[Bounding box coordinate data]
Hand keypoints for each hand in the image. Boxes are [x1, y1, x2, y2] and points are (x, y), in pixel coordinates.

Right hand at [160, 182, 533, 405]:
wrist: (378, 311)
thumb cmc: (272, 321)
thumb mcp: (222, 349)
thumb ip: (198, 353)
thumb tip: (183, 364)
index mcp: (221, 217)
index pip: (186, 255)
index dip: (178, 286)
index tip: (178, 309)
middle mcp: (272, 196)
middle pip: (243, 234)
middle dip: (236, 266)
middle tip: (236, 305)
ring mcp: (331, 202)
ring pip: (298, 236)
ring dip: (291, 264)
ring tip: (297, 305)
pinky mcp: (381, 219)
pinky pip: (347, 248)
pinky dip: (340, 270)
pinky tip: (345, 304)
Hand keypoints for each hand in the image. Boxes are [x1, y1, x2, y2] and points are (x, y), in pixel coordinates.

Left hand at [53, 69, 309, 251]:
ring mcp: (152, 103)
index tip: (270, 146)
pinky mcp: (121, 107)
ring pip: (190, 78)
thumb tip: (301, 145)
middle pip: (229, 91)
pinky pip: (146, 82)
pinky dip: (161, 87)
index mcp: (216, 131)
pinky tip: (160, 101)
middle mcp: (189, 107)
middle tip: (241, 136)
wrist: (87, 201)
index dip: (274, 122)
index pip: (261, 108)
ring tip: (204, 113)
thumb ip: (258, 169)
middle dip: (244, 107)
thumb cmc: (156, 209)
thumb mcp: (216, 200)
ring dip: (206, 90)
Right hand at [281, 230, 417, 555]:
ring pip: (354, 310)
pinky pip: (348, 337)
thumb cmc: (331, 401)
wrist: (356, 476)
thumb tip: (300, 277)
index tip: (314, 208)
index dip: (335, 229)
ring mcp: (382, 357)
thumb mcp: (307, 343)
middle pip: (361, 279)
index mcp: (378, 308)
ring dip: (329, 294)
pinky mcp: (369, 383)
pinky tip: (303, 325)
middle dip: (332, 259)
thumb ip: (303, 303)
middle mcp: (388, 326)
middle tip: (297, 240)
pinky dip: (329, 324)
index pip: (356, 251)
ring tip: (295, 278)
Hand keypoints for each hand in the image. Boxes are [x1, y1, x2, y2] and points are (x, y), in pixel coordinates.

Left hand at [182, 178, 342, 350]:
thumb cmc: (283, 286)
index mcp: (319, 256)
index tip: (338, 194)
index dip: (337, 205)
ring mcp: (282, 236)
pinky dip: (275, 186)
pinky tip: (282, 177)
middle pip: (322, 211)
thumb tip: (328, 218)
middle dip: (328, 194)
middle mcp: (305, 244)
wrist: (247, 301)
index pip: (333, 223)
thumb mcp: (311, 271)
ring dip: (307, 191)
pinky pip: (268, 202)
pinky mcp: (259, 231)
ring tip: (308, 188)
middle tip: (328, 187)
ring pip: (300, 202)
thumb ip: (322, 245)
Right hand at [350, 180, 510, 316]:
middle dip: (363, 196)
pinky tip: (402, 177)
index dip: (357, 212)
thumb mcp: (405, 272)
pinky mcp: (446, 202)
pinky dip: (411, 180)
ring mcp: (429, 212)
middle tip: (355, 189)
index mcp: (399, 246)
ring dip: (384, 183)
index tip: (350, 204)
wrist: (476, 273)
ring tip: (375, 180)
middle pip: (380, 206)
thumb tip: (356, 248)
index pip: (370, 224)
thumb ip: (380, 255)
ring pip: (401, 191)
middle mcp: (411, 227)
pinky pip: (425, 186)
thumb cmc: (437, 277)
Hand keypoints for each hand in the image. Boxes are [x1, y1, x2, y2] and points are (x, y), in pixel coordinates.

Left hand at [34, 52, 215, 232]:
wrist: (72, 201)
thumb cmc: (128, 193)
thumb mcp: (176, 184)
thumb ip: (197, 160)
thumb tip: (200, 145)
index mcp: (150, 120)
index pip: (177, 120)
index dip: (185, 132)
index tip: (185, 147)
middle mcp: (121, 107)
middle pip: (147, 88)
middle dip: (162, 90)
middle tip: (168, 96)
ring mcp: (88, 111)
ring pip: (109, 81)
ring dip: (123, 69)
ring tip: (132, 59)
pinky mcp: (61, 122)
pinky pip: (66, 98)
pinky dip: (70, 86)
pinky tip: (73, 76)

WHAT TO PRODUCE >>
Look back at the entries above and repeat, unchanged, every line from the line holding "middle dip: (244, 107)" through the line holding "ring tip: (295, 278)".

PROBLEM SOLUTION >>
middle dip: (244, 107)
thumb cmc: (156, 209)
thumb mcp: (216, 200)
ring dip: (206, 90)
Right hand at [281, 230, 417, 555]:
ring pip: (354, 310)
pinky pip: (348, 337)
thumb cmc: (331, 401)
wrist: (356, 476)
thumb tip: (300, 277)
index tip: (314, 208)
index dip: (335, 229)
ring mcp: (382, 357)
thumb mcp: (307, 343)
middle pip: (361, 279)
index mcp: (378, 308)
ring dip: (329, 294)
pinky mcp: (369, 383)
pinky tip: (303, 325)
middle dip: (332, 259)
thumb ip: (303, 303)
middle mcp: (388, 326)
middle tip: (297, 240)
pinky dip: (329, 324)
index pip: (356, 251)
ring tip: (295, 278)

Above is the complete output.